Despite months of promises by the administration, President Bacon and the UBC Board of Governors refuse to meet with students they claim to represent. Bacon has, however, consulted regularly with student groups that condone the genocide of Palestinians, thus upholding and supporting anti-Palestinian racism on our campus. He repeatedly dismisses student concerns, refusing even to acknowledge the word “Palestine” in official communications. Meanwhile, the university has escalated securitization, unlawful arrests, and disciplinary measures against students, staff, and faculty exercising their right to protest and free expression.

“UBC claims to uphold academic freedom and human rights, yet it funds the annihilation of education in Gaza,” said student organizer Frank Wilson. “How can this institution condemn historical genocides while bankrolling one in real time?”

The 12-day hunger strike and a two-day student strike for divestment galvanized widespread solidarity from faculty, staff, labor unions, and community members, including a six-hour shutdown of UBC’s bus loop—the busiest in North America—with drivers honking in support. Yet the administration remains unmoved, prioritizing corporate partnerships over its ethical obligations.

“History will judge UBC’s cowardice,” the coalition warned. “We will not stop until this university is forced to choose: Will it stand with genocide, or with its own students?”

As the strike concludes, organizers say they have no option but to escalate tactics, promising that UBC’s inaction will only fuel broader mobilization. “UBC has shown its hypocrisy and double standards,” they declared. “As our next campaign makes clear, UBC is a racist institution actively profiting from genocide. The world needs to know.”

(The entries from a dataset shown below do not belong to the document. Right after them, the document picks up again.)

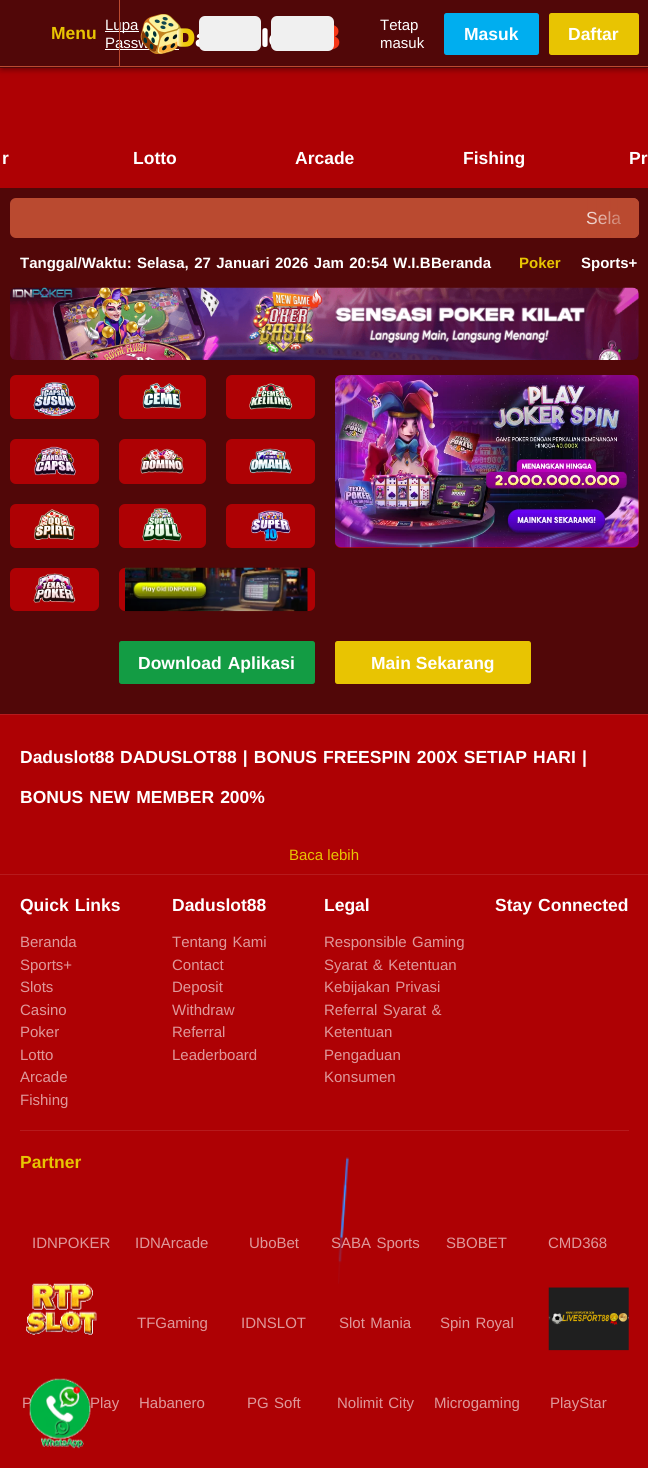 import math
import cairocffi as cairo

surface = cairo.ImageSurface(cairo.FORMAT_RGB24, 648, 1468)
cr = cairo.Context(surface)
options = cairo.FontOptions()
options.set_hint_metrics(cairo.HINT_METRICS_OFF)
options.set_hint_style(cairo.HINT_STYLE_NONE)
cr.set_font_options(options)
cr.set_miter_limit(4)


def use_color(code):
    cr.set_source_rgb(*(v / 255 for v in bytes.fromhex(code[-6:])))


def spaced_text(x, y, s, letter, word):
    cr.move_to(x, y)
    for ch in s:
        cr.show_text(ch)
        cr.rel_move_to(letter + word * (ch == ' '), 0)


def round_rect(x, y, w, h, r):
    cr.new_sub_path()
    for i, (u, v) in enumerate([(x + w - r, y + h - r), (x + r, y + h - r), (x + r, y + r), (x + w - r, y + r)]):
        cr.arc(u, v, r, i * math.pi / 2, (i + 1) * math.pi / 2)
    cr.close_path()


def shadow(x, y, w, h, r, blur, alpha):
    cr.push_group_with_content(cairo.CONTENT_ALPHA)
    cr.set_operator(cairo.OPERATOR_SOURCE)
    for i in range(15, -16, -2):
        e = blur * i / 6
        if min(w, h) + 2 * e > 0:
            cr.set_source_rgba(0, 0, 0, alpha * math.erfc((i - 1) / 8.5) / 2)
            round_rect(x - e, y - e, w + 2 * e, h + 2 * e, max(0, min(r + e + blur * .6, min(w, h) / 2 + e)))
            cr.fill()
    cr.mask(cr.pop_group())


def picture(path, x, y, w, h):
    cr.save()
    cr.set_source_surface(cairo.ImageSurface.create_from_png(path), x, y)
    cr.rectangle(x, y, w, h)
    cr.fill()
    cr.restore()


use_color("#510708")
cr.paint()
use_color("#ae0104")
cr.rectangle(0, 68, 648, 120)
cr.fill()
use_color("#000000")
shadow(0, 1, 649, 68, 0, 5, 0.12)
shadow(0, 4, 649, 67, 0, 2.5, 0.14)
shadow(3, 6, 643, 63, 0, 2, 0.2)
use_color("#510708")
cr.rectangle(0, 0, 648, 68)
cr.fill()
use_color("#ba4a30")
cr.rectangle(0, 66, 648, 1)
cr.fill()
use_color("#ffffff")
cr.rectangle(105, 31, 34, 1)
cr.fill()
cr.select_font_face("Liberation Sans")
cr.set_font_size(15)
cr.move_to(105, 30)
cr.show_text("Lupa")
cr.move_to(105, 48)
cr.show_text("Passw")
cr.rectangle(105, 49, 74, 1)
cr.fill()
use_color("#ba4a30")
cr.rectangle(119, 0, 1, 66)
cr.fill()
cr.select_font_face("Liberation Sans", cairo.FONT_SLANT_NORMAL, cairo.FONT_WEIGHT_BOLD)
cr.set_font_size(17.5)
use_color("#e8c402")
cr.move_to(51, 39)
cr.show_text("Menu")
picture("img1.png", 140, 14, 200, 40)
use_color("#f0f0f0")
round_rect(199, 16, 62, 35, 6)
cr.fill()
round_rect(271, 16, 63, 35, 6)
cr.fill()
cr.select_font_face("Liberation Sans")
cr.set_font_size(15)
use_color("#ffffff")
cr.move_to(380, 30)
cr.show_text("Tetap")
cr.move_to(380, 48)
cr.show_text("masuk")
use_color("#00aeef")
round_rect(444, 13, 95, 42, 2.5)
cr.fill()
cr.select_font_face("Liberation Sans", cairo.FONT_SLANT_NORMAL, cairo.FONT_WEIGHT_BOLD)
cr.set_font_size(17.5)
use_color("#ffffff")
cr.move_to(464, 40)
cr.show_text("Masuk")
use_color("#e8c402")
round_rect(549, 13, 90, 42, 2.5)
cr.fill()
use_color("#ffffff")
cr.move_to(568, 40)
cr.show_text("Daftar")
cr.move_to(2, 164)
cr.show_text("r")
cr.move_to(133, 164)
cr.show_text("Lotto")
cr.move_to(295, 164)
cr.show_text("Arcade")
cr.move_to(463, 164)
cr.show_text("Fishing")
cr.move_to(629, 164)
cr.show_text("Pr")
use_color("#ba4a30")
round_rect(10, 198, 629, 40, 6)
cr.fill()
cr.select_font_face("Liberation Sans")
use_color("#ffffff")
spaced_text(586, 224, "Sela", 0, 1.25)
gradient = cairo.LinearGradient(639, 218, 576, 218)
gradient.add_color_stop_rgba(0, 0.729, 0.29, 0.188, 1)
gradient.add_color_stop_rgba(1, 0.729, 0.29, 0.188, 0)
cr.set_source(gradient)
cr.new_path()
cr.move_to(576, 198)
cr.line_to(633, 198)
cr.curve_to(636.5, 198, 639, 200.5, 639, 204)
cr.line_to(639, 232)
cr.curve_to(639, 235.5, 636.5, 238, 633, 238)
cr.line_to(576, 238)
cr.close_path()
cr.fill()
cr.select_font_face("Liberation Sans", cairo.FONT_SLANT_NORMAL, cairo.FONT_WEIGHT_BOLD)
cr.set_font_size(15)
use_color("#ffffff")
cr.move_to(20, 268)
cr.show_text("Tanggal/Waktu:")
spaced_text(137, 268, "Selasa, 27 Januari 2026 Jam 20:54 W.I.B", 0, 1.25)
cr.move_to(431, 268)
cr.show_text("Beranda")
use_color("#e8c402")
cr.move_to(519, 268)
cr.show_text("Poker")
use_color("#ffffff")
cr.move_to(581, 268)
cr.show_text("Sports+")
picture("img2.png", 10, 287, 629, 73)
use_color("#ae0104")
round_rect(10, 375, 89, 44, 6)
cr.fill()
picture("img3.png", 33, 382, 43, 34)
round_rect(119, 375, 87, 44, 6)
cr.fill()
picture("img4.png", 142, 382, 40, 27)
round_rect(226, 375, 89, 44, 6)
cr.fill()
picture("img5.png", 249, 383, 44, 27)
round_rect(335, 375, 304, 173, 6)
cr.fill()
picture("img6.png", 335, 375, 304, 173)
round_rect(10, 439, 89, 45, 6)
cr.fill()
picture("img7.png", 34, 446, 42, 30)
round_rect(119, 439, 87, 45, 6)
cr.fill()
picture("img8.png", 140, 448, 44, 26)
round_rect(226, 439, 89, 45, 6)
cr.fill()
picture("img9.png", 249, 448, 43, 26)
round_rect(10, 504, 89, 44, 6)
cr.fill()
picture("img10.png", 34, 509, 41, 31)
round_rect(119, 504, 87, 44, 6)
cr.fill()
picture("img11.png", 142, 508, 40, 34)
round_rect(226, 504, 89, 44, 6)
cr.fill()
picture("img12.png", 251, 510, 40, 32)
round_rect(10, 568, 89, 43, 6)
cr.fill()
picture("img13.png", 33, 573, 43, 30)
round_rect(119, 568, 196, 43, 6)
cr.fill()
picture("img14.png", 125, 567, 183, 45)
use_color("#139c44")
round_rect(119, 641, 196, 43, 2.5)
cr.fill()
cr.set_font_size(17.5)
use_color("#ffffff")
spaced_text(138, 669, "Download Aplikasi", 0, 1.25)
use_color("#e8c402")
round_rect(335, 641, 196, 43, 2.5)
cr.fill()
use_color("#ffffff")
cr.move_to(371, 669)
cr.show_text("Main Sekarang")
use_color("#ae0104")
cr.rectangle(0, 715, 648, 159)
cr.fill()
use_color("#b61a1d")
cr.rectangle(0, 714, 648, 1)
cr.fill()
cr.rectangle(0, 874, 648, 1)
cr.fill()
use_color("#ffffff")
cr.move_to(20, 763)
cr.show_text("Daduslot88")
spaced_text(120, 763, "DADUSLOT88 | BONUS FREESPIN 200X SETIAP HARI |", 0, 1.25)
spaced_text(20, 803, "BONUS NEW MEMBER 200%", 0, 1.25)
cr.select_font_face("Liberation Sans")
cr.set_font_size(15)
use_color("#e8c402")
cr.move_to(289, 860)
cr.show_text("Baca lebih")
use_color("#ae0104")
cr.rectangle(0, 875, 648, 593)
cr.fill()
use_color("#b61a1d")
cr.rectangle(20, 1130, 609, 1)
cr.fill()
cr.select_font_face("Liberation Sans", cairo.FONT_SLANT_NORMAL, cairo.FONT_WEIGHT_BOLD)
cr.set_font_size(17.5)
use_color("#ffffff")
spaced_text(20, 911, "Quick Links", 0, 1.25)
cr.select_font_face("Liberation Sans")
cr.set_font_size(15)
use_color("#df999b")
cr.move_to(20, 947)
cr.show_text("Beranda")
cr.move_to(20, 970)
cr.show_text("Sports+")
cr.move_to(20, 992)
cr.show_text("Slots")
cr.move_to(20, 1015)
cr.show_text("Casino")
cr.move_to(20, 1037)
cr.show_text("Poker")
cr.move_to(20, 1060)
cr.show_text("Lotto")
cr.move_to(20, 1082)
cr.show_text("Arcade")
cr.move_to(20, 1105)
cr.show_text("Fishing")
cr.select_font_face("Liberation Sans", cairo.FONT_SLANT_NORMAL, cairo.FONT_WEIGHT_BOLD)
cr.set_font_size(17.5)
use_color("#ffffff")
cr.move_to(172, 911)
cr.show_text("Daduslot88")
cr.select_font_face("Liberation Sans")
cr.set_font_size(15)
use_color("#df999b")
spaced_text(172, 947, "Tentang Kami", 0, 1.25)
cr.move_to(172, 970)
cr.show_text("Contact")
cr.move_to(172, 992)
cr.show_text("Deposit")
cr.move_to(172, 1015)
cr.show_text("Withdraw")
cr.move_to(172, 1037)
cr.show_text("Referral")
cr.move_to(172, 1060)
cr.show_text("Leaderboard")
cr.select_font_face("Liberation Sans", cairo.FONT_SLANT_NORMAL, cairo.FONT_WEIGHT_BOLD)
cr.set_font_size(17.5)
use_color("#ffffff")
cr.move_to(324, 911)
cr.show_text("Legal")
cr.select_font_face("Liberation Sans")
cr.set_font_size(15)
use_color("#df999b")
spaced_text(324, 947, "Responsible Gaming", 0, 1.25)
spaced_text(324, 970, "Syarat & Ketentuan", 0, 1.25)
spaced_text(324, 992, "Kebijakan Privasi", 0, 1.25)
spaced_text(324, 1015, "Referral Syarat &", 0, 1.25)
cr.move_to(324, 1037)
cr.show_text("Ketentuan")
cr.move_to(324, 1060)
cr.show_text("Pengaduan")
cr.move_to(324, 1082)
cr.show_text("Konsumen")
cr.select_font_face("Liberation Sans", cairo.FONT_SLANT_NORMAL, cairo.FONT_WEIGHT_BOLD)
cr.set_font_size(17.5)
use_color("#ffffff")
spaced_text(495, 911, "Stay Connected", 0, 1.25)
use_color("#e8c402")
cr.move_to(20, 1168)
cr.show_text("Partner")
cr.select_font_face("Liberation Sans")
cr.set_font_size(15)
use_color("#df999b")
cr.move_to(32, 1248)
cr.show_text("IDNPOKER")
cr.move_to(135, 1248)
cr.show_text("IDNArcade")
cr.move_to(249, 1248)
cr.show_text("UboBet")
spaced_text(331, 1248, "SABA Sports", 0, 1.25)
cr.move_to(446, 1248)
cr.show_text("SBOBET")
cr.move_to(548, 1248)
cr.show_text("CMD368")
cr.move_to(137, 1328)
cr.show_text("TFGaming")
cr.move_to(241, 1328)
cr.show_text("IDNSLOT")
spaced_text(339, 1328, "Slot Mania", 0, 1.25)
spaced_text(440, 1328, "Spin Royal", 0, 1.25)
cr.move_to(22, 1408)
cr.show_text("P")
cr.move_to(90, 1408)
cr.show_text("Play")
cr.move_to(139, 1408)
cr.show_text("Habanero")
spaced_text(247, 1408, "PG Soft", 0, 1.25)
spaced_text(337, 1408, "Nolimit City", 0, 1.25)
cr.move_to(434, 1408)
cr.show_text("Microgaming")
cr.move_to(550, 1408)
cr.show_text("PlayStar")
picture("img15.png", 26, 1283, 71, 52)
picture("img16.png", 29, 1378, 62, 71)
picture("img17.png", 548, 1287, 81, 64)
picture("img18.png", 338, 1157, 11, 127)
surface.write_to_png("result.png")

The hunger strikers’ demands have remained steadfast, and include the following:

  1. Full divestment from all companies supplying weapons, surveillance technology, and military infrastructure to Israel.
  2. A meeting with the Board of Governors to discuss the group’s Responsible Investment Proposal as submitted on February 12th.
  3. An end to double standards, with a call to address Palestine with urgency equal to that UBC had shown towards Ukraine, and equal concern for ALL violations of international law.
  4. Public condemnation of Israel’s destruction of Palestinian universities and the targeted killing of scholars.